Blood to Remember (2007):
 
“From Marjorie Agosin, the Chilean daughter of Jewish refugees from Odessa and Vienna, to John Ciardi, Anthony Hecht, Philip Levine and Barnett Zumoff, the famed New York Albert Einstein professor of endocrinology, the sheer brilliance of dozens of poets in 478 pages defies description. What's almost as amazing, though, is the labor and love that went into an almost letter-perfect copy —with not a single typographical error yet found in hundreds of poems, footnotes, biographical notes and acknowledgments.
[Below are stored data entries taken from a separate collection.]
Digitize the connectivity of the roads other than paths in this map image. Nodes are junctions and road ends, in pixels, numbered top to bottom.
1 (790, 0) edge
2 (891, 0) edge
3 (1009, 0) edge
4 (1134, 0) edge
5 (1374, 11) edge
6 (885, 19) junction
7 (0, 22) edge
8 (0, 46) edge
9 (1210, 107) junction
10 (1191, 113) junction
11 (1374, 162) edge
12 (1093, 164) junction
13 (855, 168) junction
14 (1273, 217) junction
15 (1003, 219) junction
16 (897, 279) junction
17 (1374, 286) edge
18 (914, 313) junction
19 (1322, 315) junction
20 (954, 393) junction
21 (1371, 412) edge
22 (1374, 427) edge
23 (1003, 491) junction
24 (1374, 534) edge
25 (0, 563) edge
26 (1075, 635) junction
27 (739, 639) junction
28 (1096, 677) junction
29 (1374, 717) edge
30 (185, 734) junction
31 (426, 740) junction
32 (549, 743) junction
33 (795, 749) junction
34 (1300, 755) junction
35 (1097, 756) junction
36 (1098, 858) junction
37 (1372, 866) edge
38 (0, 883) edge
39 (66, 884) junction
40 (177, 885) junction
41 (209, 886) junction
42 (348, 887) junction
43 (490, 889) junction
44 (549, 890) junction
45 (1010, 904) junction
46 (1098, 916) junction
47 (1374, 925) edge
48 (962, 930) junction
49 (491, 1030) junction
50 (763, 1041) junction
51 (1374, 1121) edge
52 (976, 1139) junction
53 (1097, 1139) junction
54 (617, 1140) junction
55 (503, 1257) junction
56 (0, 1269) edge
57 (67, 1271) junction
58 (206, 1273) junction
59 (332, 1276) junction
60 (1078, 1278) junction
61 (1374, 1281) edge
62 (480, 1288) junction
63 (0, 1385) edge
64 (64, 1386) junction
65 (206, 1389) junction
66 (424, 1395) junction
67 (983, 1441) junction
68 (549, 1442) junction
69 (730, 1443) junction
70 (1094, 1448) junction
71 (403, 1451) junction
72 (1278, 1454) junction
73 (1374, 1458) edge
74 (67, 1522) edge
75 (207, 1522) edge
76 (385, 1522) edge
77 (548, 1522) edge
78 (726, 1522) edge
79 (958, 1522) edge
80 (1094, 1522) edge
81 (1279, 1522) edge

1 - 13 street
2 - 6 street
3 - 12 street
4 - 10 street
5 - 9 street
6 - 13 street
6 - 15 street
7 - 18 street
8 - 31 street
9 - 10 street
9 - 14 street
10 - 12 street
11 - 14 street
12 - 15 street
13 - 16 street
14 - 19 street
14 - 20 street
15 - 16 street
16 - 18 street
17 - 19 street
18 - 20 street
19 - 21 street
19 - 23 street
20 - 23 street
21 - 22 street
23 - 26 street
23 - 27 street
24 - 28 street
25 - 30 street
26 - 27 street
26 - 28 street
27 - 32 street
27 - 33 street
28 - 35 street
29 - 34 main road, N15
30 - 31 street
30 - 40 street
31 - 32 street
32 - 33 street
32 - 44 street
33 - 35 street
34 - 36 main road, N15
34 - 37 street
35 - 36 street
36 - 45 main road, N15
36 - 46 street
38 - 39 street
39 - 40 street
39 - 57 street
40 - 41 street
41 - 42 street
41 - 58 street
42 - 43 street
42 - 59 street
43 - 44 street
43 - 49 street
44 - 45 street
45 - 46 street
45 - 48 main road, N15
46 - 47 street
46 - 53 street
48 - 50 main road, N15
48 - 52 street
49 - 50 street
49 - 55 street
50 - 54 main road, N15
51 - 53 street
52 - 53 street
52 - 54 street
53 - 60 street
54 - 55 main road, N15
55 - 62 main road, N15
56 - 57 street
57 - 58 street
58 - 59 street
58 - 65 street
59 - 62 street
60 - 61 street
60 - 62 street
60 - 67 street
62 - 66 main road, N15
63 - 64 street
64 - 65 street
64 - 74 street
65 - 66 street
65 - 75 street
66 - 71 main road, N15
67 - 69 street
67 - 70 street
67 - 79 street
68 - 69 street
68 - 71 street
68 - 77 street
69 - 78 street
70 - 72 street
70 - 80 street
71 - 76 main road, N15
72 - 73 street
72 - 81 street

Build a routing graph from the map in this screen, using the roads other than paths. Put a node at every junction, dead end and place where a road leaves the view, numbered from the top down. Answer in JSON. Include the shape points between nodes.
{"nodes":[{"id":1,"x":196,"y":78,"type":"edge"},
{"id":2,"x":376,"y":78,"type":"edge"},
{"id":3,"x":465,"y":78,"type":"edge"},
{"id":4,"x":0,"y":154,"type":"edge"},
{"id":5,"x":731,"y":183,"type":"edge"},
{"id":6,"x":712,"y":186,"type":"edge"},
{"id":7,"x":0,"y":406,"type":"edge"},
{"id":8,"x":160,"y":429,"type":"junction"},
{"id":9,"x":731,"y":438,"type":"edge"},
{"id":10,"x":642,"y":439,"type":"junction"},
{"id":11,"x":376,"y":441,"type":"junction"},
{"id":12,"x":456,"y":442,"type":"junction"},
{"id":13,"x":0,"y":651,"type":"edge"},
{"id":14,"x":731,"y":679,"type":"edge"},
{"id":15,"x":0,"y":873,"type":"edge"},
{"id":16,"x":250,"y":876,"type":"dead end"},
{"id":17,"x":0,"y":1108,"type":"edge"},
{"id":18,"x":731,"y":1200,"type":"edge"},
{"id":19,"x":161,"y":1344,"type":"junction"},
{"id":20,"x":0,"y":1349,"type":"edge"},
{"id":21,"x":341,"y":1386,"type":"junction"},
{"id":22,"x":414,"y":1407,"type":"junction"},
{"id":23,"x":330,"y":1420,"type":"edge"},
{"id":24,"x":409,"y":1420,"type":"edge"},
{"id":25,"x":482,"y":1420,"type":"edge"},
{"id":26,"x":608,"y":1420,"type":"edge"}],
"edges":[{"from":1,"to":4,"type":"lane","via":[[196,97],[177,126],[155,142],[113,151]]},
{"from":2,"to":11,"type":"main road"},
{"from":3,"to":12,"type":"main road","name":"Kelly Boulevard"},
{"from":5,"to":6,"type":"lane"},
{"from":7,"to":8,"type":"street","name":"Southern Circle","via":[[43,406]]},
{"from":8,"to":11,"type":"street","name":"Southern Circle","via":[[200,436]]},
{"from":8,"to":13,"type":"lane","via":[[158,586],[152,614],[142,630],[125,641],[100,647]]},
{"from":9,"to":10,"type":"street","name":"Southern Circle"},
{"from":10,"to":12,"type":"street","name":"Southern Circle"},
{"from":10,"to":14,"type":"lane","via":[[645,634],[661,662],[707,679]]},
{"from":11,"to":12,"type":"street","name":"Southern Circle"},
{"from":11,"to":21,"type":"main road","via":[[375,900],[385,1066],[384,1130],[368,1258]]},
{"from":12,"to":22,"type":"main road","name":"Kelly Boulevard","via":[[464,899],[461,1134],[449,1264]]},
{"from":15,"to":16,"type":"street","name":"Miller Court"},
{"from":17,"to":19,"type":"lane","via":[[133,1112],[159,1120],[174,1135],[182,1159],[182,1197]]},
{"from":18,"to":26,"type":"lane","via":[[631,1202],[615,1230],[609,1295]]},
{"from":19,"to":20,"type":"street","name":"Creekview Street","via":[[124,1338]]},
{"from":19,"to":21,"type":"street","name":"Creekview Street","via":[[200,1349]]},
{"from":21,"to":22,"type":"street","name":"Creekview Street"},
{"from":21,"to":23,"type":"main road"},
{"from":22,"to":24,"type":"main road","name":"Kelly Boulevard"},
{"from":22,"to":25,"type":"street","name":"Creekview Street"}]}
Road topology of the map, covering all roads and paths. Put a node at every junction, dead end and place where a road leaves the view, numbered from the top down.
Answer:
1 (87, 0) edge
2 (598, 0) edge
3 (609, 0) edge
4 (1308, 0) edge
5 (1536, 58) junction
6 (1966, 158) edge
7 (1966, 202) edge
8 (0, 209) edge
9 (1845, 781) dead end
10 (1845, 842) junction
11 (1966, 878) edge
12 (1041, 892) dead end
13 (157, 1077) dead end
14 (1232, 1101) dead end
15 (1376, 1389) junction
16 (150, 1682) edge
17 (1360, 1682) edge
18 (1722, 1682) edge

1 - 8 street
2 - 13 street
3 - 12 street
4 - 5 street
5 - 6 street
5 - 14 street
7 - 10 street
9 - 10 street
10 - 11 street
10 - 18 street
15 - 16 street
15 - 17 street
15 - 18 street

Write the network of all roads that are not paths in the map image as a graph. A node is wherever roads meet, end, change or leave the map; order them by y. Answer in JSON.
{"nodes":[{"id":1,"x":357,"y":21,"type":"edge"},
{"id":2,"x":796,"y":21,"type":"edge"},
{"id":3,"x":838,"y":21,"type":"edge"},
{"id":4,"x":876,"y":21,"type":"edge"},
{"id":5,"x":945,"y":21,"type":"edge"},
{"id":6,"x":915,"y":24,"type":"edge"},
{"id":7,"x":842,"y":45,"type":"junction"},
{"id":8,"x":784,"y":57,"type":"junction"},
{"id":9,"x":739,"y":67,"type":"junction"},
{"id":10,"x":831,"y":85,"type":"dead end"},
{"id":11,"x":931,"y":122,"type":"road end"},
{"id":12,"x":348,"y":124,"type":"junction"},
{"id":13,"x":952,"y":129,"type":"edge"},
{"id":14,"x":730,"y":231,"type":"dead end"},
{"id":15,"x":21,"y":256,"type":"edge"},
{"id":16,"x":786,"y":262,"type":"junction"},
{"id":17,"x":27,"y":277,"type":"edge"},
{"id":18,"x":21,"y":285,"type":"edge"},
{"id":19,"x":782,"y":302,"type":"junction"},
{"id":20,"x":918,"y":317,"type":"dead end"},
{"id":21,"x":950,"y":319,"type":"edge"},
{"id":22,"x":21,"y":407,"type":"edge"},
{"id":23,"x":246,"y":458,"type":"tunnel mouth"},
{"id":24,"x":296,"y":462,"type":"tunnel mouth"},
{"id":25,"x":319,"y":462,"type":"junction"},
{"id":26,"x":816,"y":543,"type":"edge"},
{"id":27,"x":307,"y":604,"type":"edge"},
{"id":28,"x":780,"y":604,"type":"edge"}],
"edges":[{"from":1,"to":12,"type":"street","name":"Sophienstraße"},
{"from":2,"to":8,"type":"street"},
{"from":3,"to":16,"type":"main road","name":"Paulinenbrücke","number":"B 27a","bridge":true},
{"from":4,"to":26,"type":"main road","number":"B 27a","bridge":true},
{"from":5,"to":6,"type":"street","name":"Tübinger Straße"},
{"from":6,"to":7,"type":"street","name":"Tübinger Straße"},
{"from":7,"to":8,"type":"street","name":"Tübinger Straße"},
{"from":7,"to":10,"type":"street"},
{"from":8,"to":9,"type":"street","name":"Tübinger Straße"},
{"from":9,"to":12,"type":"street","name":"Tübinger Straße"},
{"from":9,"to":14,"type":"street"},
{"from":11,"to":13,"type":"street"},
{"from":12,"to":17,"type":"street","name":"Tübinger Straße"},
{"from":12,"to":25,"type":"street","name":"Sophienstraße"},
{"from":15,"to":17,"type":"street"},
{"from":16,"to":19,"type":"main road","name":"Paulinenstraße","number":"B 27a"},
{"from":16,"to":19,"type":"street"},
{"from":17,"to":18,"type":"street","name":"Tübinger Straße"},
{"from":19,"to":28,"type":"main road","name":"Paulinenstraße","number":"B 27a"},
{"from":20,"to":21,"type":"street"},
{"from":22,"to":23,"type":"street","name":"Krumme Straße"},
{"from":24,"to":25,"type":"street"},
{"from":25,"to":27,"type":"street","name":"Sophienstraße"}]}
Without a doubt, this 630-plus page compilation of Holocaust poems is the most remarkable literary feat of this memorial genre I'm privileged to own.” — Alyssa A. Lappen, Amazon.com, October 2007

“The poets in this amazing anthology seek to educate, inform, and illuminate. Whether poignant, horrifying, or rage-filled, their poetry speaks truth. The Glossary and Poem Notes are helpful and packed with valuable information. Blood to Remember should be mandatory reading in every high school, college, and seminary in the world. Charles Adés Fishman has compiled a highly recommended, life changing work here.” — Laurel Johnson, Midwest Book Review, November 2007

“The second edition of Blood to Remember: American Poets on the Holocaust, edited by Charles Adés Fishman, is an important book. Important, of course, because of its subject. But also important because of the voices it contains, the testimonies it raises, the memories it enshrines, the issues it forces us to confront. In Blood to Remember the living speak for the dead, and therefore the dead are not forgotten, cannot be forgotten, will not be forgotten. Blood to Remember is not a book that I can "recommend" on some sort of star system. [It] is not a book to be "recommended," but quite simply a book that must read. This is a book of human compassion for human beings, and of our ultimate responsibility to each other.” — Michael Burch, TheHyperTexts.com, November 2007

"Charles Fishman's anthology Blood to Remember: American Poets on the Holocaust (newly published in a revised edition by Time Being Books) is a massive collection containing many fine poems. These poems speak to us with renewed urgency in a time when an effort is being made to wipe out memory. . . . As a monument to the dead of the Holocaust, Blood to Remember is also a testament to poetry's vital role as a keeper of memory." — Esther Cameron, The Deronda Review, Vol. 1, No. 1, Fall-Winter 2007

Blood to Remember is a necessary and very important book. It should be compulsory reading in senior schools and colleges.” — Peter Thabbit Jones, editor, The Seventh Quarry (Wales)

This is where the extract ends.